** Entries supplied **
*** Block opens ***

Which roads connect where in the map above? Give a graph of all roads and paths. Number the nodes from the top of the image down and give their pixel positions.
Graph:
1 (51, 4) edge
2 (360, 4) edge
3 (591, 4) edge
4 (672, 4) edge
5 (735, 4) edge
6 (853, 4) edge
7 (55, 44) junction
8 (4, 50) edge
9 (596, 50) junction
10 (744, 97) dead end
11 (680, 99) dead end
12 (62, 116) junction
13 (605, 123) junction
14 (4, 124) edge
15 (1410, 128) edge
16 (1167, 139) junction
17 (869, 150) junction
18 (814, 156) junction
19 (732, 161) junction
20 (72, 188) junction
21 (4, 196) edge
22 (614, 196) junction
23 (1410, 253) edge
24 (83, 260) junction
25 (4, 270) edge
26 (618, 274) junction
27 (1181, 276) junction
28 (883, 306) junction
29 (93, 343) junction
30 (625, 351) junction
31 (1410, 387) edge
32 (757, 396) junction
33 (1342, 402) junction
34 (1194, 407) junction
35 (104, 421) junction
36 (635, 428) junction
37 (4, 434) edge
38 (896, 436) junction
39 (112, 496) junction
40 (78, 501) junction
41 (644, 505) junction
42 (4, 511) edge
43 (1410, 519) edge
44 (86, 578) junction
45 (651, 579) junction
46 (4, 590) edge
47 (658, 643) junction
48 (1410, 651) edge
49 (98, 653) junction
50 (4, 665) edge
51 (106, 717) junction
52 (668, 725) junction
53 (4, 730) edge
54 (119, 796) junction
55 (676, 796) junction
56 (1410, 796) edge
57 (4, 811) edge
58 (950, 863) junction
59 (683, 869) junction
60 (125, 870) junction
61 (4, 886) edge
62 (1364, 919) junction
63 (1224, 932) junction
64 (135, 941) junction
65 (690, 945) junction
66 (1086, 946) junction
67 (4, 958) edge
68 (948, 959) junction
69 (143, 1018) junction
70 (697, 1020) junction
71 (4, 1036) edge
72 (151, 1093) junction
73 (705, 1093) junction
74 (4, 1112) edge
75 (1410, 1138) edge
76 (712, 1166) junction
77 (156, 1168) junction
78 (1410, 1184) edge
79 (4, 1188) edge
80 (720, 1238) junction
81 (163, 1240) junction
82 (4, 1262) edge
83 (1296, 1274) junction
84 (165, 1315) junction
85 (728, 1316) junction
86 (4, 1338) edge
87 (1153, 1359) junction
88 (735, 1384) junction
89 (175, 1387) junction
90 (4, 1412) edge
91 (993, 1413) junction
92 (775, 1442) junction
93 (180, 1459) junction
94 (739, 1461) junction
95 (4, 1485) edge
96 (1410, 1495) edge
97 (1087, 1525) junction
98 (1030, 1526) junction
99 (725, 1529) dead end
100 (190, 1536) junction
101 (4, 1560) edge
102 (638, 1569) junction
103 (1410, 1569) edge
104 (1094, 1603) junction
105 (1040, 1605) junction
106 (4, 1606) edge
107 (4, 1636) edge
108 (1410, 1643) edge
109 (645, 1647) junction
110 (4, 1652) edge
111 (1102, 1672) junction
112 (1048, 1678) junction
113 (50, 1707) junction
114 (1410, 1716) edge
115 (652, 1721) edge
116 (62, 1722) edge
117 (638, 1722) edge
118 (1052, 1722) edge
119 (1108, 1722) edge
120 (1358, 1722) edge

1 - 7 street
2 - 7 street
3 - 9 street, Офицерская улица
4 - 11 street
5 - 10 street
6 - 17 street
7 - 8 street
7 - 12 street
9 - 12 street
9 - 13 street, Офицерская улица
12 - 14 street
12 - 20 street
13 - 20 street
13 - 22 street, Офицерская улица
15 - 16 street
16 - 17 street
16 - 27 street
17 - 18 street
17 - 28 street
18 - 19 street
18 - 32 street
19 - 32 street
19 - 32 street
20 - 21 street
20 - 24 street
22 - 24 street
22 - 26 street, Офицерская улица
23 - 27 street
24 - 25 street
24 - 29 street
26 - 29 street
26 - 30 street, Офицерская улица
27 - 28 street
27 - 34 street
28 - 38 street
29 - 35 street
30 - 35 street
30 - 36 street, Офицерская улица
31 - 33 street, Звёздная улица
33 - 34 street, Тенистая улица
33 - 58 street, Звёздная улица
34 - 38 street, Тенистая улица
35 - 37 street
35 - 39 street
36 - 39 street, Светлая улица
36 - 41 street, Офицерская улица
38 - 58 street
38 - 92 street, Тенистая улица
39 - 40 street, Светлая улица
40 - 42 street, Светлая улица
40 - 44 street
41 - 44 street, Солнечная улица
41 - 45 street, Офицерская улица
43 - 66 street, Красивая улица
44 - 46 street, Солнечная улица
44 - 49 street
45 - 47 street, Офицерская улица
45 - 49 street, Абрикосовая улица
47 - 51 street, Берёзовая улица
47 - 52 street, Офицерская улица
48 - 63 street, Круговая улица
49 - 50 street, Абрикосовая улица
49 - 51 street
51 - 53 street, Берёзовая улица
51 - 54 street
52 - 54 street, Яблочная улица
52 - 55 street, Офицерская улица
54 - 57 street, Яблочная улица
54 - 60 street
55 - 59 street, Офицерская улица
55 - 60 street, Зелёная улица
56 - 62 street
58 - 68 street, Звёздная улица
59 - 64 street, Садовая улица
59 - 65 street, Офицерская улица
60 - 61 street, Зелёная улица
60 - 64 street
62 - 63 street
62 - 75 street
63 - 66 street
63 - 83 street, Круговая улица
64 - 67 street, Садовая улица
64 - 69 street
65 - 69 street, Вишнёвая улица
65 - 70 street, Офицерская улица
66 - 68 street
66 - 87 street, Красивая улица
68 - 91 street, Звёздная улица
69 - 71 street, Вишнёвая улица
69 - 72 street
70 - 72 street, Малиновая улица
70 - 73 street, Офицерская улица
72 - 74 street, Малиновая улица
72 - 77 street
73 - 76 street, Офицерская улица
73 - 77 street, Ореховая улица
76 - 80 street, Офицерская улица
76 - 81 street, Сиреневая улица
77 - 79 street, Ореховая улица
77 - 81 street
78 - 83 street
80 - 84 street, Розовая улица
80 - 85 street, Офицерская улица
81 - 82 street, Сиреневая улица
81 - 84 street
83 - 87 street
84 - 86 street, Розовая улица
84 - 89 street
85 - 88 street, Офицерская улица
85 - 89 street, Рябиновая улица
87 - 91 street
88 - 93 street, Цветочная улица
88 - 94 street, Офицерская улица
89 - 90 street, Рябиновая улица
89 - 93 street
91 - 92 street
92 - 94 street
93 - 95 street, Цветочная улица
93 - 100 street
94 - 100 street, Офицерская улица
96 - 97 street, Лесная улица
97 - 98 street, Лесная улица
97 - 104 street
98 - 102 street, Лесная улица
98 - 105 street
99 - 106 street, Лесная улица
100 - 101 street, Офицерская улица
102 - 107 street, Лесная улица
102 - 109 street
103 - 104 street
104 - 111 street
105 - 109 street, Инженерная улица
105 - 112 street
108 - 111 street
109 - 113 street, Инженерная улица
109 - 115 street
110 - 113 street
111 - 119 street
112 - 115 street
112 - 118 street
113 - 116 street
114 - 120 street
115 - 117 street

*** Block closes ***

** Task to complete **
Output the complete data verbatim.

** Solution for this problem **
Which roads connect where in the map above? Give a graph of all roads and paths. Number the nodes from the top of the image down and give their pixel positions.
Graph:
1 (51, 4) edge
2 (360, 4) edge
3 (591, 4) edge
4 (672, 4) edge
5 (735, 4) edge
6 (853, 4) edge
7 (55, 44) junction
8 (4, 50) edge
9 (596, 50) junction
10 (744, 97) dead end
11 (680, 99) dead end
12 (62, 116) junction
13 (605, 123) junction
14 (4, 124) edge
15 (1410, 128) edge
16 (1167, 139) junction
17 (869, 150) junction
18 (814, 156) junction
19 (732, 161) junction
20 (72, 188) junction
21 (4, 196) edge
22 (614, 196) junction
23 (1410, 253) edge
24 (83, 260) junction
25 (4, 270) edge
26 (618, 274) junction
27 (1181, 276) junction
28 (883, 306) junction
29 (93, 343) junction
30 (625, 351) junction
31 (1410, 387) edge
32 (757, 396) junction
33 (1342, 402) junction
34 (1194, 407) junction
35 (104, 421) junction
36 (635, 428) junction
37 (4, 434) edge
38 (896, 436) junction
39 (112, 496) junction
40 (78, 501) junction
41 (644, 505) junction
42 (4, 511) edge
43 (1410, 519) edge
44 (86, 578) junction
45 (651, 579) junction
46 (4, 590) edge
47 (658, 643) junction
48 (1410, 651) edge
49 (98, 653) junction
50 (4, 665) edge
51 (106, 717) junction
52 (668, 725) junction
53 (4, 730) edge
54 (119, 796) junction
55 (676, 796) junction
56 (1410, 796) edge
57 (4, 811) edge
58 (950, 863) junction
59 (683, 869) junction
60 (125, 870) junction
61 (4, 886) edge
62 (1364, 919) junction
63 (1224, 932) junction
64 (135, 941) junction
65 (690, 945) junction
66 (1086, 946) junction
67 (4, 958) edge
68 (948, 959) junction
69 (143, 1018) junction
70 (697, 1020) junction
71 (4, 1036) edge
72 (151, 1093) junction
73 (705, 1093) junction
74 (4, 1112) edge
75 (1410, 1138) edge
76 (712, 1166) junction
77 (156, 1168) junction
78 (1410, 1184) edge
79 (4, 1188) edge
80 (720, 1238) junction
81 (163, 1240) junction
82 (4, 1262) edge
83 (1296, 1274) junction
84 (165, 1315) junction
85 (728, 1316) junction
86 (4, 1338) edge
87 (1153, 1359) junction
88 (735, 1384) junction
89 (175, 1387) junction
90 (4, 1412) edge
91 (993, 1413) junction
92 (775, 1442) junction
93 (180, 1459) junction
94 (739, 1461) junction
95 (4, 1485) edge
96 (1410, 1495) edge
97 (1087, 1525) junction
98 (1030, 1526) junction
99 (725, 1529) dead end
100 (190, 1536) junction
101 (4, 1560) edge
102 (638, 1569) junction
103 (1410, 1569) edge
104 (1094, 1603) junction
105 (1040, 1605) junction
106 (4, 1606) edge
107 (4, 1636) edge
108 (1410, 1643) edge
109 (645, 1647) junction
110 (4, 1652) edge
111 (1102, 1672) junction
112 (1048, 1678) junction
113 (50, 1707) junction
114 (1410, 1716) edge
115 (652, 1721) edge
116 (62, 1722) edge
117 (638, 1722) edge
118 (1052, 1722) edge
119 (1108, 1722) edge
120 (1358, 1722) edge

1 - 7 street
2 - 7 street
3 - 9 street, Офицерская улица
4 - 11 street
5 - 10 street
6 - 17 street
7 - 8 street
7 - 12 street
9 - 12 street
9 - 13 street, Офицерская улица
12 - 14 street
12 - 20 street
13 - 20 street
13 - 22 street, Офицерская улица
15 - 16 street
16 - 17 street
16 - 27 street
17 - 18 street
17 - 28 street
18 - 19 street
18 - 32 street
19 - 32 street
19 - 32 street
20 - 21 street
20 - 24 street
22 - 24 street
22 - 26 street, Офицерская улица
23 - 27 street
24 - 25 street
24 - 29 street
26 - 29 street
26 - 30 street, Офицерская улица
27 - 28 street
27 - 34 street
28 - 38 street
29 - 35 street
30 - 35 street
30 - 36 street, Офицерская улица
31 - 33 street, Звёздная улица
33 - 34 street, Тенистая улица
33 - 58 street, Звёздная улица
34 - 38 street, Тенистая улица
35 - 37 street
35 - 39 street
36 - 39 street, Светлая улица
36 - 41 street, Офицерская улица
38 - 58 street
38 - 92 street, Тенистая улица
39 - 40 street, Светлая улица
40 - 42 street, Светлая улица
40 - 44 street
41 - 44 street, Солнечная улица
41 - 45 street, Офицерская улица
43 - 66 street, Красивая улица
44 - 46 street, Солнечная улица
44 - 49 street
45 - 47 street, Офицерская улица
45 - 49 street, Абрикосовая улица
47 - 51 street, Берёзовая улица
47 - 52 street, Офицерская улица
48 - 63 street, Круговая улица
49 - 50 street, Абрикосовая улица
49 - 51 street
51 - 53 street, Берёзовая улица
51 - 54 street
52 - 54 street, Яблочная улица
52 - 55 street, Офицерская улица
54 - 57 street, Яблочная улица
54 - 60 street
55 - 59 street, Офицерская улица
55 - 60 street, Зелёная улица
56 - 62 street
58 - 68 street, Звёздная улица
59 - 64 street, Садовая улица
59 - 65 street, Офицерская улица
60 - 61 street, Зелёная улица
60 - 64 street
62 - 63 street
62 - 75 street
63 - 66 street
63 - 83 street, Круговая улица
64 - 67 street, Садовая улица
64 - 69 street
65 - 69 street, Вишнёвая улица
65 - 70 street, Офицерская улица
66 - 68 street
66 - 87 street, Красивая улица
68 - 91 street, Звёздная улица
69 - 71 street, Вишнёвая улица
69 - 72 street
70 - 72 street, Малиновая улица
70 - 73 street, Офицерская улица
72 - 74 street, Малиновая улица
72 - 77 street
73 - 76 street, Офицерская улица
73 - 77 street, Ореховая улица
76 - 80 street, Офицерская улица
76 - 81 street, Сиреневая улица
77 - 79 street, Ореховая улица
77 - 81 street
78 - 83 street
80 - 84 street, Розовая улица
80 - 85 street, Офицерская улица
81 - 82 street, Сиреневая улица
81 - 84 street
83 - 87 street
84 - 86 street, Розовая улица
84 - 89 street
85 - 88 street, Офицерская улица
85 - 89 street, Рябиновая улица
87 - 91 street
88 - 93 street, Цветочная улица
88 - 94 street, Офицерская улица
89 - 90 street, Рябиновая улица
89 - 93 street
91 - 92 street
92 - 94 street
93 - 95 street, Цветочная улица
93 - 100 street
94 - 100 street, Офицерская улица
96 - 97 street, Лесная улица
97 - 98 street, Лесная улица
97 - 104 street
98 - 102 street, Лесная улица
98 - 105 street
99 - 106 street, Лесная улица
100 - 101 street, Офицерская улица
102 - 107 street, Лесная улица
102 - 109 street
103 - 104 street
104 - 111 street
105 - 109 street, Инженерная улица
105 - 112 street
108 - 111 street
109 - 113 street, Инженерная улица
109 - 115 street
110 - 113 street
111 - 119 street
112 - 115 street
112 - 118 street
113 - 116 street
114 - 120 street
115 - 117 street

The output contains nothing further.